En el exterior muchas voces gritaron: «Los ingleses,…, los ingleses…», mientras que otros clamaban: «¡Tranquilos, tranquilos!», y otros exclamaban: «¡Muramos y la patria vivirá!». Luego el muchacho oyó, por primera vez en su corta vida, disparos a poca distancia, reconociéndolos de forma espontánea mientras su cuerpo se estremecía y, apenas escapó un grito de las dos mujeres, se aterrorizó y estalló en lágrimas. Amm Hamdán se puso a decir con voz trémula: «¡Proclamad que Dios es único, proclamad que Dios es único!», pero el niño sintió un miedo frío como la muerte, que recorrió todo su cuerpo desde los pies a la cabeza. Los disparos se sucedieron. Un sonido de ruedas y un relincho de caballos retumbaron en sus oídos. Las voces y movimientos continuaron con una extraordinaria velocidad, seguidos de alboroto, griterío y gemidos. Fue un breve momento de lucha, que pareció un siglo a los que estaban encogidos tras la puerta en presencia de la muerte. Luego reinó un silencio terrible como el desvanecimiento que sucede al tormento del dolor. Kamal preguntó con voz temblorosa y ronca:
—¿Se han ido?
Amm Hamdán puso el dedo índice sobre su boca y murmuró «chist». Luego recitó el versículo del trono, mientras Kamal recitaba en secreto —pues su facultad de hablar le había abandonado—: «Di: Él es el Dios único», ya que quizás esto expulsaría a los ingleses como expulsaba a los ifrits en la oscuridad. No obstante, la puerta no se abrió hasta el mediodía y el muchacho salió entonces disparado hacia la calle desierta para luego poner pies en polvorosa. Al pasar por la escalera que bajaba hacia el café de Ahmad Abdu vio a una persona que subía, reconociendo en ella a su hermano Fahmi. Corrió hacia él como aquel cuya mano tropieza, cuando se está ahogando, con la boya de salvamento. Agarró su brazo, y el joven se volvió hacia él asustado; al reconocerlo, le gritó:
—¡Kamal! ¿Dónde has estado durante el tiroteo?
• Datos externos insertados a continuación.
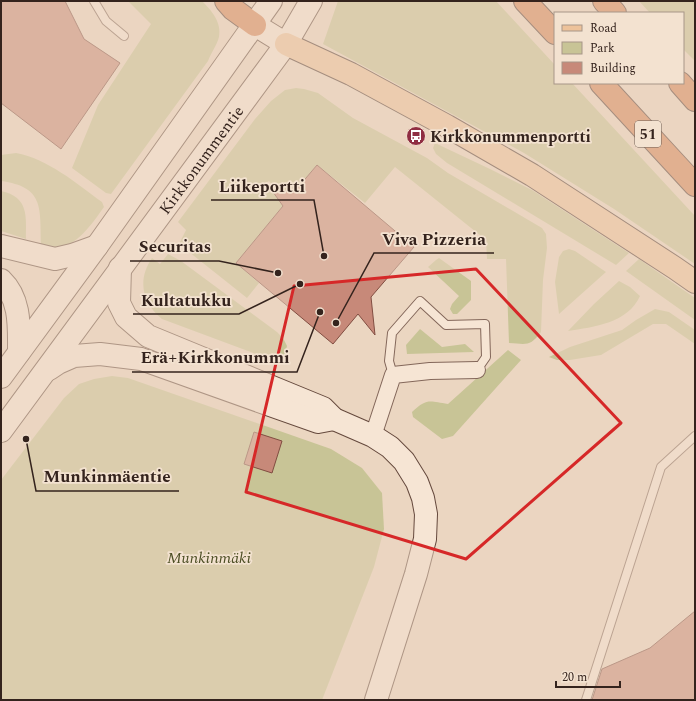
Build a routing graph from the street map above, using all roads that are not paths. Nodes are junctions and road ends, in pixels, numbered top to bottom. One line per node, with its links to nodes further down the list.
1 (94, 1): 10 (lane)
2 (226, 1): 8 (highway)
3 (272, 1): 8 (main road, Kirkkonummentie)
4 (311, 1): 11 (main road, Kirkkonummentie)
5 (525, 1): 9 (highway)
6 (604, 1): 7 (highway)
7 (614, 12)
8 (255, 25): 11 (main road); 17 (main road, Kirkkonummentie)
9 (554, 32)
10 (124, 36)
11 (286, 44): 18 (main road, Kirkkonummentie); 20 (main road)
12 (602, 84): 15 (highway, 51)
13 (681, 84): 14 (highway)
14 (695, 100)
15 (695, 185)
16 (1, 246): 17 (main road)
17 (97, 246): 21 (main road, Kirkkonummentie)
18 (120, 268): 23 (main road, Kirkkonummentie); 26 (main road)
19 (1, 280): 21 (main road)
20 (695, 282)
21 (19, 352): 25 (main road, Kirkkonummentie)
22 (477, 370): 24 (street); 24 (lane)
23 (42, 375): 26 (main road); 27 (main road, Kirkkonummentie)
24 (393, 375): 28 (street)
25 (1, 377)
26 (334, 419): 28 (main road)
27 (1, 431)
28 (373, 436): 30 (main road)
29 (695, 436): 31 (lane)
30 (376, 700)
31 (586, 700)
El chiquillo notó que la voz de su hermano estaba enronquecida y apagada; sin embargo, le contestó:
—Estaba en la tienda de Amm Hamdán y oí los tiros y todo lo demás.
—Vete a casa —le respondió con rapidez e impaciencia—. No digas a nadie que me has visto, ¿me oyes?
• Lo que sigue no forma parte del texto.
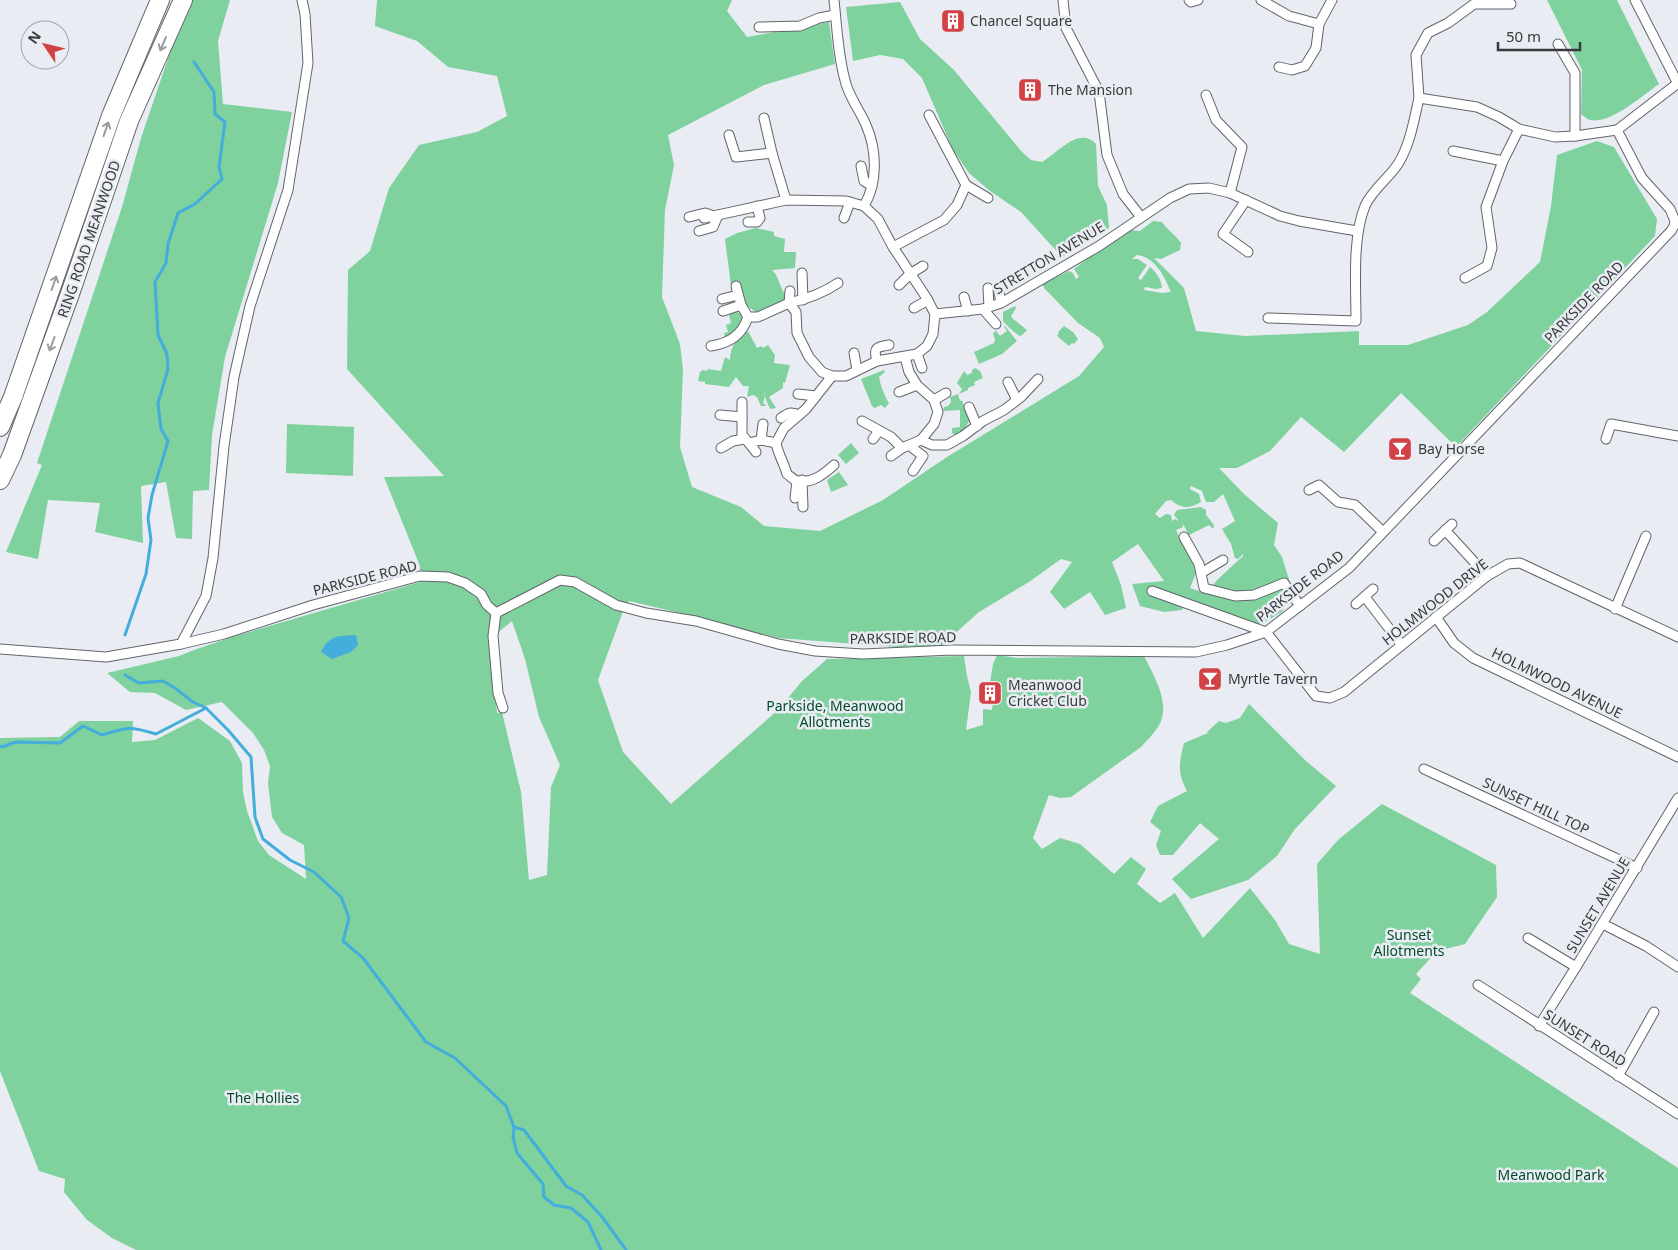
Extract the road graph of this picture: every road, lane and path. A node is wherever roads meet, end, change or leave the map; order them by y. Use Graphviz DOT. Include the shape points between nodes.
graph roads {
  1 [pos="160,0"];
  2 [pos="183,0"];
  3 [pos="302,0"];
  4 [pos="834,0"];
  5 [pos="1063,0"];
  6 [pos="1189,0"];
  7 [pos="1198,0"];
  8 [pos="1261,0"];
  9 [pos="1332,0"];
  10 [pos="1635,0"];
  11 [pos="1510,4"];
  12 [pos="835,15"];
  13 [pos="1319,24"];
  14 [pos="759,27"];
  15 [pos="1558,44"];
  16 [pos="1278,67"];
  17 [pos="1678,84"];
  18 [pos="1206,95"];
  19 [pos="1419,98"];
  20 [pos="929,115"];
  21 [pos="764,118"];
  22 [pos="1519,129"];
  23 [pos="1617,130"];
  24 [pos="729,135"];
  25 [pos="1576,136"];
  26 [pos="1453,151"];
  27 [pos="772,153"];
  28 [pos="1503,161"];
  29 [pos="861,166"];
  30 [pos="966,185"];
  31 [pos="872,186"];
  32 [pos="1230,193"];
  33 [pos="988,198"];
  34 [pos="786,200"];
  35 [pos="1246,200"];
  36 [pos="850,202"];
  37 [pos="757,206"];
  38 [pos="864,206"];
  39 [pos="689,216"];
  40 [pos="712,216"];
  41 [pos="1142,217"];
  42 [pos="844,218"];
  43 [pos="1676,219"];
  44 [pos="748,222"];
  45 [pos="699,231"];
  46 [pos="1357,232"];
  47 [pos="893,247"];
  48 [pos="1248,252"];
  49 [pos="923,266"];
  50 [pos="802,273"];
  51 [pos="910,274"];
  52 [pos="1465,278"];
  53 [pos="838,282"];
  54 [pos="900,285"];
  55 [pos="998,287"];
  56 [pos="988,288"];
  57 [pos="790,291"];
  58 [pos="964,297"];
  59 [pos="722,299"];
  60 [pos="803,300"];
  61 [pos="928,300"];
  62 [pos="789,303"];
  63 [pos="1001,303"];
  64 [pos="740,305"];
  65 [pos="914,308"];
  66 [pos="986,308"];
  67 [pos="723,311"];
  68 [pos="968,311"];
  69 [pos="935,314"];
  70 [pos="748,317"];
  71 [pos="1268,318"];
  72 [pos="996,324"];
  73 [pos="728,342"];
  74 [pos="889,345"];
  75 [pos="711,346"];
  76 [pos="806,351"];
  77 [pos="726,353"];
  78 [pos="854,353"];
  79 [pos="918,354"];
  80 [pos="796,356"];
  81 [pos="905,357"];
  82 [pos="877,361"];
  83 [pos="922,368"];
  84 [pos="857,370"];
  85 [pos="832,376"];
  86 [pos="1038,379"];
  87 [pos="1008,382"];
  88 [pos="917,385"];
  89 [pos="898,392"];
  90 [pos="946,393"];
  91 [pos="798,394"];
  92 [pos="816,396"];
  93 [pos="934,400"];
  94 [pos="1017,400"];
  95 [pos="742,402"];
  96 [pos="969,407"];
  97 [pos="720,415"];
  98 [pos="799,415"];
  99 [pos="742,417"];
  100 [pos="781,418"];
  101 [pos="862,421"];
  102 [pos="763,424"];
  103 [pos="977,426"];
  104 [pos="0,427"];
  105 [pos="879,431"];
  106 [pos="1678,436"];
  107 [pos="873,439"];
  108 [pos="1606,439"];
  109 [pos="761,440"];
  110 [pos="922,440"];
  111 [pos="747,441"];
  112 [pos="776,444"];
  113 [pos="906,447"];
  114 [pos="721,448"];
  115 [pos="756,452"];
  116 [pos="891,456"];
  117 [pos="834,465"];
  118 [pos="913,470"];
  119 [pos="0,480"];
  120 [pos="799,480"];
  121 [pos="1309,490"];
  122 [pos="795,498"];
  123 [pos="803,507"];
  124 [pos="1452,524"];
  125 [pos="1445,530"];
  126 [pos="1383,532"];
  127 [pos="1646,536"];
  128 [pos="1184,537"];
  129 [pos="1434,540"];
  130 [pos="1223,560"];
  131 [pos="1201,573"];
  132 [pos="1487,576"];
  133 [pos="1373,589"];
  134 [pos="1152,591"];
  135 [pos="1366,597"];
  136 [pos="1356,604"];
  137 [pos="1300,606"];
  138 [pos="1615,609"];
  139 [pos="496,612"];
  140 [pos="1436,618"];
  141 [pos="1266,632"];
  142 [pos="1678,637"];
  143 [pos="181,644"];
  144 [pos="1401,644"];
  145 [pos="0,649"];
  146 [pos="503,708"];
  147 [pos="1678,758"];
  148 [pos="1424,769"];
  149 [pos="1678,798"];
  150 [pos="1637,868"];
  151 [pos="1603,924"];
  152 [pos="1528,938"];
  153 [pos="1576,967"];
  154 [pos="1678,967"];
  155 [pos="1478,985"];
  156 [pos="1654,1012"];
  157 [pos="1539,1026"];
  158 [pos="1618,1076"];
  159 [pos="1678,1114"];
  104 -- 1 [label="highway, RING ROAD MEANWOOD, one-way" via="111,116"];
  2 -- 119 [label="highway, RING ROAD MEANWOOD, one-way" via="129,121 71,291"];
  3 -- 143 [label="street" via="308,64 288,190 250,306 234,377 206,596"];
  4 -- 12 [label="street"];
  5 -- 41 [label="street" via="1066,28 1099,92 1107,155 1123,194"];
  6 -- 7 [label="street"];
  8 -- 13 [label="street" via="1289,16"];
  9 -- 13 [label="street"];
  10 -- 17 [label="street"];
  11 -- 19 [label="street" via="1474,4 1428,33 1416,55"];
  12 -- 14 [label="street" via="800,26"];
  12 -- 31 [label="street" via="846,84 874,148"];
  13 -- 16 [label="street" via="1316,48 1305,66 1292,70"];
  15 -- 25 [label="street" via="1575,73"];
  17 -- 23 [label="street"];
  18 -- 32 [label="street" via="1216,120 1242,147"];
  19 -- 22 [label="street" via="1477,107"];
  19 -- 46 [label="street" via="1399,163 1365,206"];
  20 -- 30 [label="street"];
  21 -- 27 [label="street"];
  22 -- 25 [label="street" via="1555,137"];
  22 -- 28 [label="street"];
  23 -- 25 [label="street"];
  23 -- 43 [label="street, PARKSIDE ROAD" via="1642,178"];
  24 -- 27 [label="street" via="736,157"];
  26 -- 28 [label="street"];
  27 -- 34 [label="street"];
  28 -- 52 [label="street" via="1486,207 1492,248 1487,266"];
  29 -- 31 [label="street" via="864,180"];
  30 -- 33 [label="street"];
  30 -- 47 [label="street" via="957,205 944,220"];
  31 -- 38 [label="street"];
  32 -- 35 [label="street, STRETTON AVENUE"];
  32 -- 41 [label="street, STRETTON AVENUE" via="1209,188 1189,189"];
  34 -- 36 [label="street"];
  34 -- 37 [label="street"];
  35 -- 46 [label="street, STRETTON AVENUE" via="1289,218"];
  35 -- 48 [label="street" via="1223,234"];
  36 -- 38 [label="street"];
  36 -- 42 [label="street"];
  37 -- 40 [label="street"];
  37 -- 44 [label="street" via="760,218 757,222"];
  38 -- 47 [label="street" via="878,220"];
  39 -- 40 [label="street" via="704,213"];
  40 -- 45 [label="street" via="713,227"];
  41 -- 63 [label="street, STRETTON AVENUE"];
  43 -- 126 [label="street, PARKSIDE ROAD" via="1666,236"];
  46 -- 71 [label="street" via="1356,321"];
  47 -- 51 [label="street"];
  49 -- 51 [label="street"];
  50 -- 60 [label="street"];
  51 -- 54 [label="street"];
  51 -- 61 [label="street"];
  53 -- 60 [label="street" via="826,291"];
  55 -- 63 [label="street"];
  56 -- 66 [label="street"];
  57 -- 62 [label="street"];
  58 -- 68 [label="street"];
  59 -- 64 [label="street" via="737,291"];
  60 -- 62 [label="street"];
  61 -- 65 [label="street"];
  61 -- 69 [label="street"];
  62 -- 70 [label="street" via="758,317"];
  62 -- 76 [label="street" via="796,312 797,333"];
  63 -- 66 [label="street, STRETTON AVENUE"];
  64 -- 67 [label="street"];
  64 -- 70 [label="street"];
  66 -- 68 [label="street, STRETTON AVENUE"];
  66 -- 72 [label="street"];
  68 -- 69 [label="street, STRETTON AVENUE"];
  69 -- 79 [label="street" via="933,334"];
  70 -- 73 [label="street" via="745,327"];
  73 -- 75 [label="street"];
  73 -- 77 [label="street"];
  74 -- 82 [label="street" via="876,349"];
  76 -- 80 [label="street"];
  76 -- 85 [label="street" via="822,372"];
  78 -- 84 [label="street"];
  79 -- 81 [label="street"];
  79 -- 83 [label="street"];
  81 -- 82 [label="street"];
  81 -- 88 [label="street"];
  82 -- 84 [label="street"];
  84 -- 85 [label="street" via="846,376"];
  85 -- 92 [label="street"];
  86 -- 94 [label="street"];
  87 -- 94 [label="street"];
  88 -- 89 [label="street"];
  88 -- 93 [label="street"];
  90 -- 93 [label="street"];
  91 -- 92 [label="street"];
  92 -- 98 [label="street"];
  93 -- 110 [label="street" via="938,412"];
  94 -- 103 [label="street"];
  95 -- 99 [label="street"];
  96 -- 103 [label="street"];
  97 -- 99 [label="street"];
  98 -- 100 [label="street" via="788,413"];
  98 -- 112 [label="street" via="784,428"];
  99 -- 111 [label="street" via="742,435"];
  101 -- 105 [label="street"];
  102 -- 109 [label="street"];
  103 -- 110 [label="street" via="947,445 932,445"];
  105 -- 107 [label="street"];
  105 -- 113 [label="street"];
  106 -- 108 [label="street" via="1611,424"];
  109 -- 111 [label="street"];
  109 -- 112 [label="street"];
  110 -- 113 [label="street"];
  111 -- 114 [label="street" via="733,441"];
  111 -- 115 [label="street"];
  112 -- 120 [label="street" via="787,474"];
  113 -- 116 [label="street"];
  113 -- 118 [label="street" via="923,456"];
  117 -- 120 [label="street" via="823,476"];
  120 -- 122 [label="street"];
  120 -- 123 [label="street"];
  121 -- 126 [label="street" via="1319,485 1338,502 1355,505"];
  124 -- 125 [label="street"];
  125 -- 129 [label="street"];
  125 -- 132 [label="street"];
  126 -- 137 [label="street, PARKSIDE ROAD" via="1349,568"];
  127 -- 138 [label="street"];
  128 -- 131 [label="street" via="1200,564"];
  130 -- 131 [label="street"];
  131 -- 137 [label="street" via="1204,588 1235,596 1254,596 1284,583"];
  132 -- 138 [label="street, HOLMWOOD DRIVE" via="1508,564 1520,563"];
  132 -- 140 [label="street, HOLMWOOD DRIVE"];
  133 -- 135 [label="street"];
  134 -- 141 [label="street"];
  135 -- 136 [label="street"];
  135 -- 144 [label="street"];
  137 -- 141 [label="street, PARKSIDE ROAD"];
  138 -- 142 [label="street, HOLMWOOD DRIVE"];
  139 -- 141 [label="street, PARKSIDE ROAD" via="560,580 575,582 616,605 815,651 863,654 952,650 1196,652"];
  139 -- 143 [label="street, PARKSIDE ROAD" via="481,594 465,583 448,577 420,576"];
  139 -- 146 [label="street" via="492,636 498,693"];
  140 -- 144 [label="street, HOLMWOOD DRIVE"];
  140 -- 147 [label="street, HOLMWOOD AVENUE" via="1454,643 1474,658"];
  141 -- 144 [label="street, HOLMWOOD DRIVE" via="1316,696 1330,698 1344,692"];
  143 -- 145 [label="street, PARKSIDE ROAD" via="106,657"];
  148 -- 150 [label="street, SUNSET HILL TOP"];
  149 -- 150 [label="street, SUNSET AVENUE"];
  150 -- 151 [label="street, SUNSET AVENUE"];
  151 -- 153 [label="street, SUNSET AVENUE"];
  151 -- 154 [label="street"];
  152 -- 153 [label="street"];
  153 -- 157 [label="street, SUNSET AVENUE"];
  155 -- 157 [label="street, SUNSET ROAD"];
  156 -- 158 [label="street"];
  157 -- 158 [label="street, SUNSET ROAD"];
  158 -- 159 [label="street, SUNSET ROAD"];
}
—¿No vas a volver conmigo? —le preguntó el niño desconcertado.
—No, ahora no —respondió en el mismo tono—. Volveré a la hora acostumbrada. No olvides que tú no me has visto en ningún momento.
Lo empujó para no darle ninguna oportunidad de que discutiera, y el muchacho se lanzó a toda velocidad hasta llegar a la desviación de Jan Gafar. Allí vio una silueta, de pie en medio de la calle, que señalaba hacia el suelo y hablaba a un grupo de hombres. Miró hacia donde señalaba, y vio una mancha roja cubierta de polvo. Oyó al hombre decir en tono de lamento:
—Esta sangre inmaculada nos pide a gritos que continuemos la guerra santa. Dios ha querido que se derrame en los terrenos del señor de los mártires, para que unamos en el martirio nuestro presente con nuestro pasado. ¡Dios está con nosotros!
Sintió que el miedo lo dominaba, apartó su vista del suelo ensangrentado, y salió corriendo como un loco.